Hotwire has 20 years of experience in the construction and delivery of fiber-based communications services – from the start, they partnered with local communities to bring service to their residents and businesses. Pioneering early public/private partnership for ubiquitous fiber deployment and smart city applications,

Hotwire has successfully worked with a number of cities to deploy fiber-based broadband to residential, government and commercial customers – including the City of Salisbury, NC, City of Plantation, FL and City of Miami Beach, FL.

An abbreviated summary of each proposal presented to the Town Board follows:

North Carolina Broadband Group 

  • Will begin connecting customers within 90 days of contract adoption; 
  • Will build remaining 13% Fall 2021; 
  • Services Internet up to 1Gbps, Plan to have VoIP phone service; 
  • Will offer Town $3,650,000 over 25 years; 
  • Will offer an Open Network. 


  • Will begin connecting customers in 6 months after contract adoption; 
  • Good Faith Effort to build out 17%; 
  • Services: Internet Up to 1 Gbps (residential), Voice, Transport, Data Center Services; 
  • Will offer Town $5,390,000 over 25 years. 


  • Will begin connecting customers 3 months after connection of upstream bandwidth;
  • Will build underground in 3 years with customer commitment;
  • Services Offered: Internet Up to 10 (residential) Gbps, Voice, Television, Home Automation, Home Security; 
  • Will offer Town $10,200,000 over 25 years.

Commissioner Marc Hehn has been opposed to the broadband highway from the start.

“I don’t think the town should spend money to compete with the companies now available in town,” he said Tuesday night.

But it’s the town’s stance that the existing companies either don’t want to or aren’t capable of supplying the kind of fire power that will propel Highlands’ remote possibilities into the future – which is a major component of its economic plan.

Hehn had several requests prior to any serious contract negotiations taking place – interview each bidder, to have the town’s local, state and federal lawyers in on the interviews, to see the bidders’ financials, to ensure they are properly insured and to enlist the help of an anti-trust lawyer to make sure the town isn’t stepping on local providers’ toes.

He also said he wanted to make sure each bidder was capable of taking on the project.

“We don’t want them to default along the way and leave us hanging,” he said.

All the commissioners agreed to Hehn’s suggestions.

Town Attorney JK Coward said getting other lawyers involved was a good thing “because these will be very involved contracts.”

Commissioner Amy Patterson said to make sure all the bids are apples to apples, she wants the town to ask them all the same questions.

Commissioners envision an hour-long interview with each bidder with all parties present – likely virtual – possibly as early as next week.

Based on the outcome of the interviews and input from various lawyers, the town will then enter into contractual agreements which will likely take some hashing over.

 Meanwhile, Mayor Taylor said the town anticipates the physical network being completed by the end of the year.

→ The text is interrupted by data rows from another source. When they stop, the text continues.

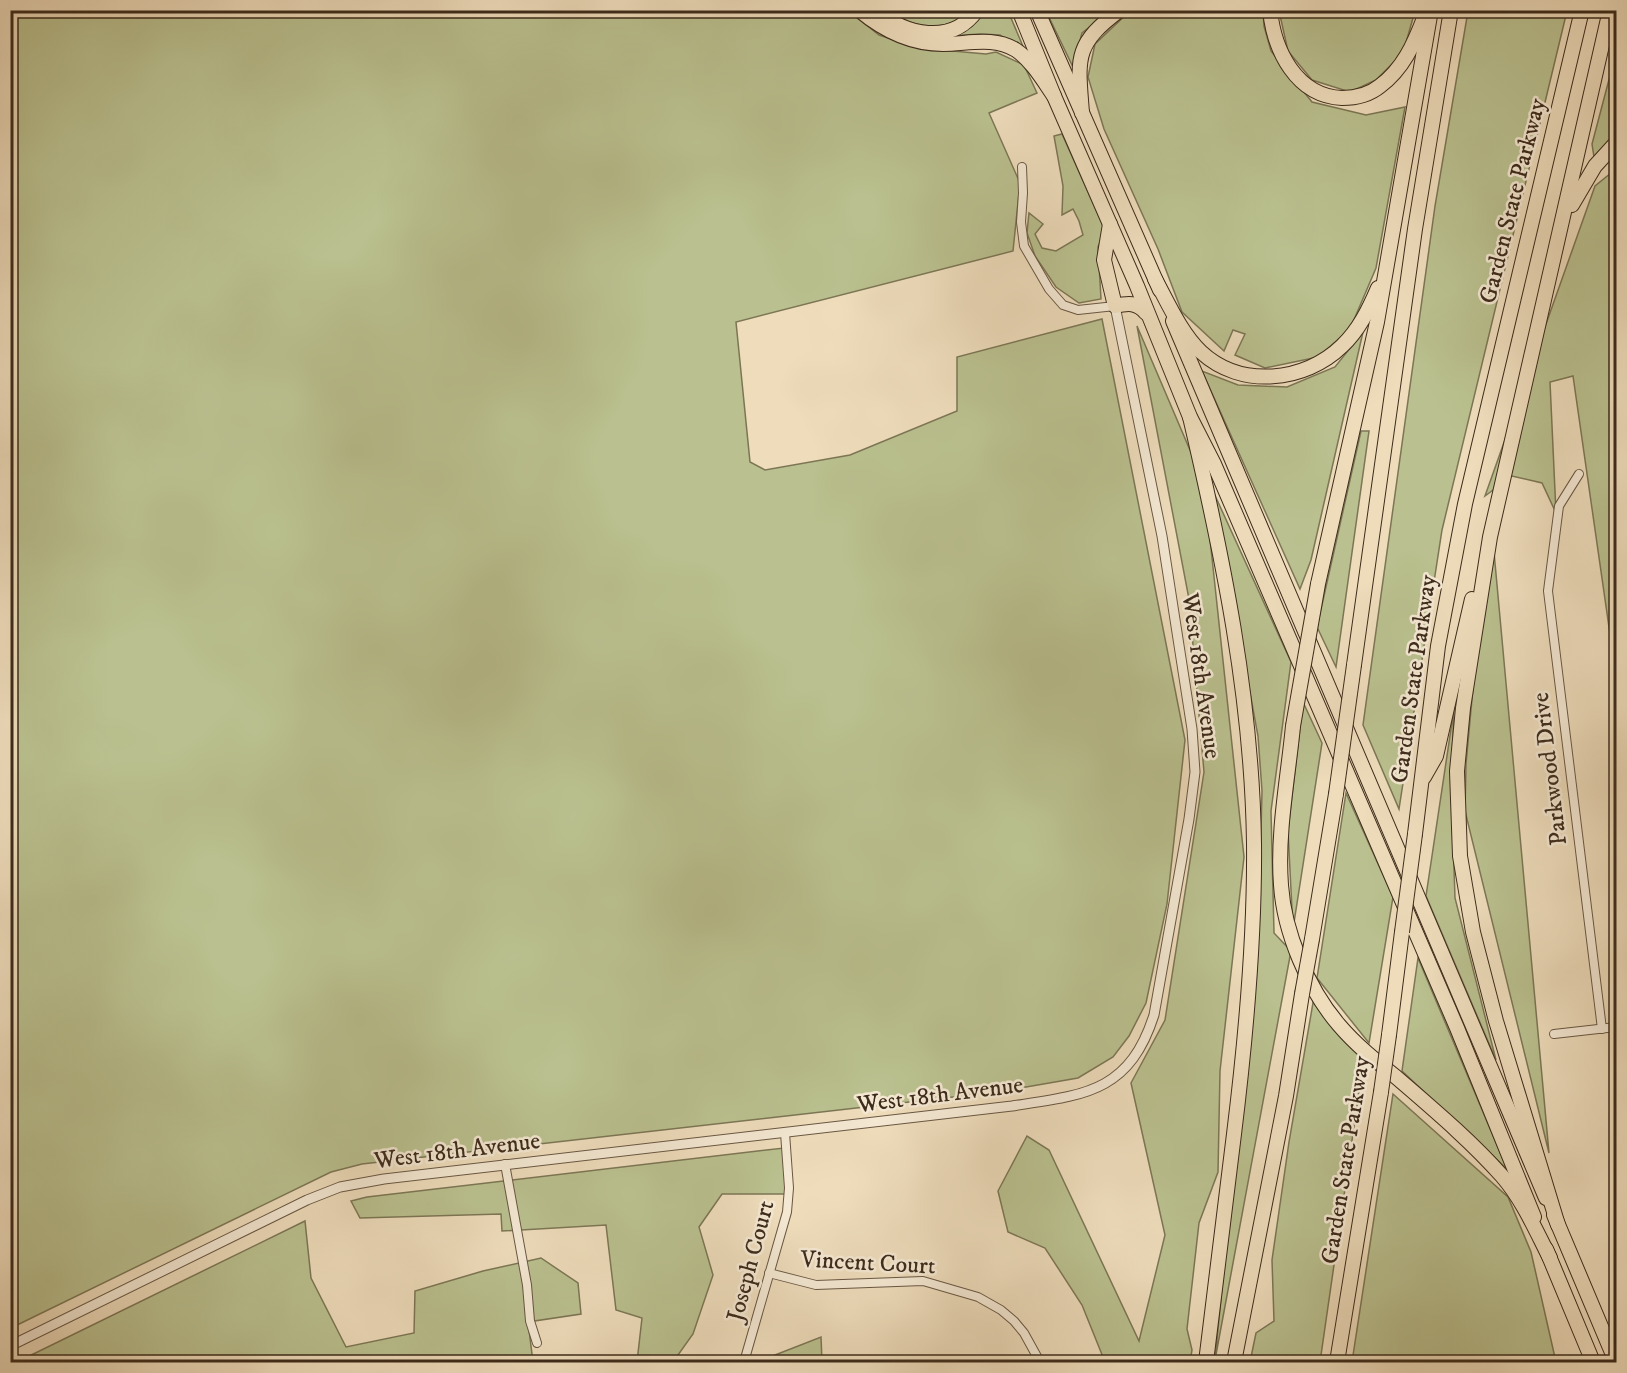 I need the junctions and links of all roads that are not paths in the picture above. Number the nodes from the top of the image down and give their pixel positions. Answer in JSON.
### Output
{"nodes":[{"id":1,"x":859,"y":10,"type":"edge"},
{"id":2,"x":876,"y":10,"type":"edge"},
{"id":3,"x":977,"y":10,"type":"edge"},
{"id":4,"x":1019,"y":10,"type":"edge"},
{"id":5,"x":1037,"y":10,"type":"edge"},
{"id":6,"x":1120,"y":10,"type":"edge"},
{"id":7,"x":1270,"y":10,"type":"edge"},
{"id":8,"x":1429,"y":10,"type":"edge"},
{"id":9,"x":1450,"y":10,"type":"edge"},
{"id":10,"x":1582,"y":10,"type":"edge"},
{"id":11,"x":1610,"y":10,"type":"edge"},
{"id":12,"x":1054,"y":96,"type":"junction"},
{"id":13,"x":1082,"y":113,"type":"junction"},
{"id":14,"x":1617,"y":143,"type":"edge"},
{"id":15,"x":1022,"y":167,"type":"dead end"},
{"id":16,"x":1564,"y":220,"type":"junction"},
{"id":17,"x":1110,"y":224,"type":"junction"},
{"id":18,"x":1386,"y":270,"type":"junction"},
{"id":19,"x":1155,"y":279,"type":"junction"},
{"id":20,"x":1115,"y":306,"type":"junction"},
{"id":21,"x":1147,"y":315,"type":"junction"},
{"id":22,"x":1190,"y":417,"type":"junction"},
{"id":23,"x":1579,"y":474,"type":"dead end"},
{"id":24,"x":1490,"y":537,"type":"junction"},
{"id":25,"x":1422,"y":781,"type":"junction"},
{"id":26,"x":1617,"y":1027,"type":"edge"},
{"id":27,"x":1602,"y":1029,"type":"junction"},
{"id":28,"x":1554,"y":1034,"type":"dead end"},
{"id":29,"x":785,"y":1133,"type":"junction"},
{"id":30,"x":505,"y":1164,"type":"junction"},
{"id":31,"x":1558,"y":1225,"type":"junction"},
{"id":32,"x":1550,"y":1258,"type":"junction"},
{"id":33,"x":770,"y":1273,"type":"junction"},
{"id":34,"x":537,"y":1343,"type":"dead end"},
{"id":35,"x":10,"y":1346,"type":"edge"},
{"id":36,"x":744,"y":1362,"type":"edge"},
{"id":37,"x":1040,"y":1362,"type":"edge"},
{"id":38,"x":1206,"y":1362,"type":"edge"},
{"id":39,"x":1234,"y":1362,"type":"edge"},
{"id":40,"x":1336,"y":1362,"type":"edge"},
{"id":41,"x":1593,"y":1362,"type":"edge"},
{"id":42,"x":1616,"y":1362,"type":"edge"}],
"edges":[{"from":1,"to":12,"type":"highway"},
{"from":2,"to":3,"type":"highway"},
{"from":4,"to":12,"type":"highway"},
{"from":5,"to":13,"type":"highway"},
{"from":6,"to":13,"type":"highway"},
{"from":7,"to":8,"type":"highway"},
{"from":8,"to":18,"type":"highway"},
{"from":9,"to":39,"type":"highway","bridge":true},
{"from":10,"to":25,"type":"highway","name":"Garden State Parkway"},
{"from":11,"to":16,"type":"highway"},
{"from":12,"to":17,"type":"highway"},
{"from":13,"to":19,"type":"highway"},
{"from":14,"to":16,"type":"highway"},
{"from":15,"to":20,"type":"street"},
{"from":16,"to":24,"type":"highway"},
{"from":17,"to":20,"type":"highway"},
{"from":17,"to":21,"type":"highway"},
{"from":18,"to":19,"type":"highway"},
{"from":18,"to":32,"type":"highway","bridge":true},
{"from":19,"to":31,"type":"highway"},
{"from":20,"to":21,"type":"highway"},
{"from":20,"to":29,"type":"street","name":"West 18th Avenue"},
{"from":21,"to":22,"type":"highway"},
{"from":22,"to":32,"type":"highway"},
{"from":22,"to":38,"type":"highway"},
{"from":23,"to":27,"type":"street","name":"Parkwood Drive"},
{"from":24,"to":25,"type":"highway"},
{"from":24,"to":31,"type":"highway"},
{"from":25,"to":40,"type":"highway","name":"Garden State Parkway","bridge":true},
{"from":26,"to":27,"type":"street"},
{"from":27,"to":28,"type":"street"},
{"from":29,"to":30,"type":"street","name":"West 18th Avenue"},
{"from":29,"to":33,"type":"street","name":"Joseph Court"},
{"from":30,"to":34,"type":"street"},
{"from":30,"to":35,"type":"street","name":"West 18th Avenue"},
{"from":31,"to":42,"type":"highway"},
{"from":32,"to":41,"type":"highway"},
{"from":33,"to":36,"type":"street","name":"Joseph Court"},
{"from":33,"to":37,"type":"street","name":"Vincent Court"}]} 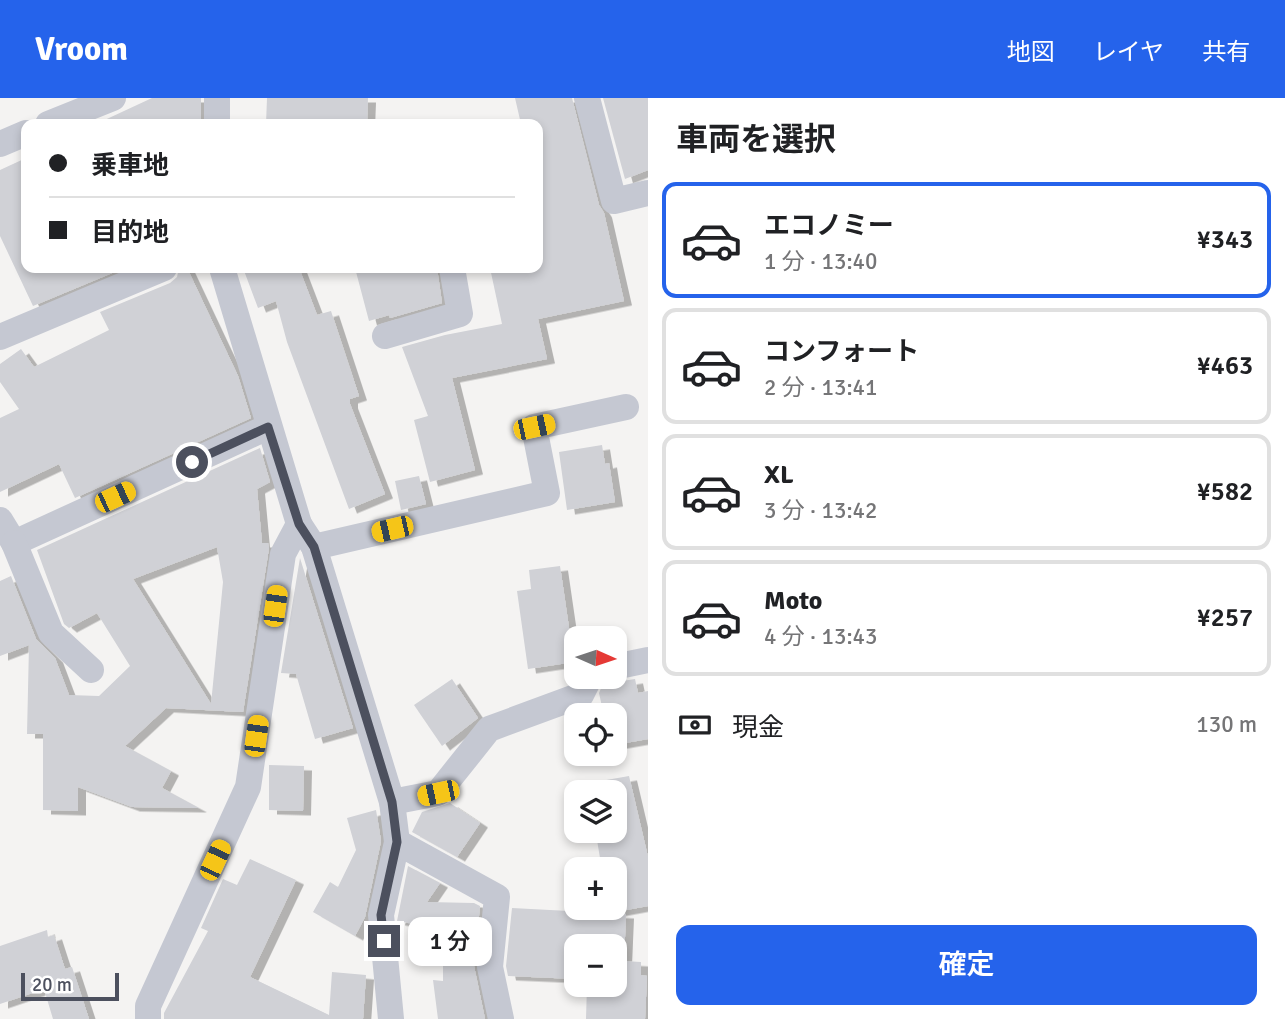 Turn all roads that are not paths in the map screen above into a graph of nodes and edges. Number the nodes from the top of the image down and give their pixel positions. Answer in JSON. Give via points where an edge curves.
{"nodes":[{"id":1,"x":113,"y":98,"type":"edge"},
{"id":2,"x":217,"y":98,"type":"edge"},
{"id":3,"x":587,"y":98,"type":"edge"},
{"id":4,"x":60,"y":119,"type":"edge"},
{"id":5,"x":217,"y":119,"type":"edge"},
{"id":6,"x":21,"y":135,"type":"edge"},
{"id":7,"x":0,"y":144,"type":"edge"},
{"id":8,"x":648,"y":193,"type":"edge"},
{"id":9,"x":152,"y":273,"type":"edge"},
{"id":10,"x":223,"y":273,"type":"edge"},
{"id":11,"x":453,"y":273,"type":"edge"},
{"id":12,"x":385,"y":336,"type":"dead end"},
{"id":13,"x":0,"y":337,"type":"edge"},
{"id":14,"x":626,"y":407,"type":"dead end"},
{"id":15,"x":268,"y":427,"type":"junction"},
{"id":16,"x":0,"y":520,"type":"edge"},
{"id":17,"x":299,"y":524,"type":"junction"},
{"id":18,"x":14,"y":543,"type":"junction"},
{"id":19,"x":314,"y":547,"type":"junction"},
{"id":20,"x":648,"y":660,"type":"edge"},
{"id":21,"x":627,"y":664,"type":"edge"},
{"id":22,"x":91,"y":670,"type":"dead end"},
{"id":23,"x":584,"y":690,"type":"edge"},
{"id":24,"x":392,"y":802,"type":"junction"},
{"id":25,"x":397,"y":842,"type":"junction"},
{"id":26,"x":148,"y":1019,"type":"edge"},
{"id":27,"x":391,"y":1019,"type":"edge"},
{"id":28,"x":501,"y":1019,"type":"edge"}],
"edges":[{"from":1,"to":4,"type":"street"},
{"from":2,"to":5,"type":"street"},
{"from":3,"to":8,"type":"street","via":[[614,201]]},
{"from":6,"to":7,"type":"street"},
{"from":9,"to":13,"type":"street"},
{"from":10,"to":15,"type":"street"},
{"from":11,"to":12,"type":"street","via":[[460,314]]},
{"from":14,"to":19,"type":"street","via":[[534,427],[547,493]]},
{"from":15,"to":17,"type":"street"},
{"from":15,"to":18,"type":"street"},
{"from":16,"to":18,"type":"street"},
{"from":17,"to":19,"type":"street"},
{"from":17,"to":26,"type":"street","via":[[283,554],[248,788],[148,1006]]},
{"from":18,"to":22,"type":"street","via":[[51,633]]},
{"from":19,"to":24,"type":"street"},
{"from":20,"to":21,"type":"street"},
{"from":23,"to":24,"type":"street","via":[[581,695],[489,729],[438,793]]},
{"from":24,"to":25,"type":"street"},
{"from":25,"to":27,"type":"street","via":[[381,915]]},
{"from":25,"to":28,"type":"street","via":[[497,897],[490,967]]}]}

Rainstorms have slowed work down. 

“Currently, the contractor is doing the tedious task of fusing the glass fiber together to unify the network,” he said.

He said the contractual agreement for the provider may take about as long to complete. 

“Once the contract is signed the company will have to begin staging and setup an office. That process may take as long as three months, so new customers will follow sometime in the first or second quarters of the new year,” he said.